**How to complete this task**
Only lines that contain the word "Avenue" are to be returned from the data below.

**Saved data entries**
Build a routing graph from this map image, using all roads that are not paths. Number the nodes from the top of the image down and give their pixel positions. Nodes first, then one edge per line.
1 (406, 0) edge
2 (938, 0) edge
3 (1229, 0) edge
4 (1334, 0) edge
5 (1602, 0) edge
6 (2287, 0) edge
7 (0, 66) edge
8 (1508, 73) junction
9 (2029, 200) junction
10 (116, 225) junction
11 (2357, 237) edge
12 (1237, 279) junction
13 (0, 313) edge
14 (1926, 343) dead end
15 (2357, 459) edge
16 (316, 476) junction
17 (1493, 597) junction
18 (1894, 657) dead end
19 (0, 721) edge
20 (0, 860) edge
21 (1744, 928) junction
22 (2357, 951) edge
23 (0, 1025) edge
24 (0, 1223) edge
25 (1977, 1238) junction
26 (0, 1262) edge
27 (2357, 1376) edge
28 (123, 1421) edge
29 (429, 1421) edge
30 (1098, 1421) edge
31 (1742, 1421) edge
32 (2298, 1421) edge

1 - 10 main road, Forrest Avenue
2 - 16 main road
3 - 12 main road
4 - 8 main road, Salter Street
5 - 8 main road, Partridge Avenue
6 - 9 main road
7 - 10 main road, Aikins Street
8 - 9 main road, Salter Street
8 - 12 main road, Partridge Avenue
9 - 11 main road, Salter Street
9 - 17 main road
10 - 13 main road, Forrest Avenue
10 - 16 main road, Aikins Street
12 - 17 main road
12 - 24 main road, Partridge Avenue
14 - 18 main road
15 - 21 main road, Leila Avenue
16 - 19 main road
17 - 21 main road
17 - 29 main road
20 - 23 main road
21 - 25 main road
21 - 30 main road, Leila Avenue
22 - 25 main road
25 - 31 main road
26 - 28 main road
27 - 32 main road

**Written reply**
1 - 10 main road, Forrest Avenue
5 - 8 main road, Partridge Avenue
8 - 12 main road, Partridge Avenue
10 - 13 main road, Forrest Avenue
12 - 24 main road, Partridge Avenue
15 - 21 main road, Leila Avenue
21 - 30 main road, Leila Avenue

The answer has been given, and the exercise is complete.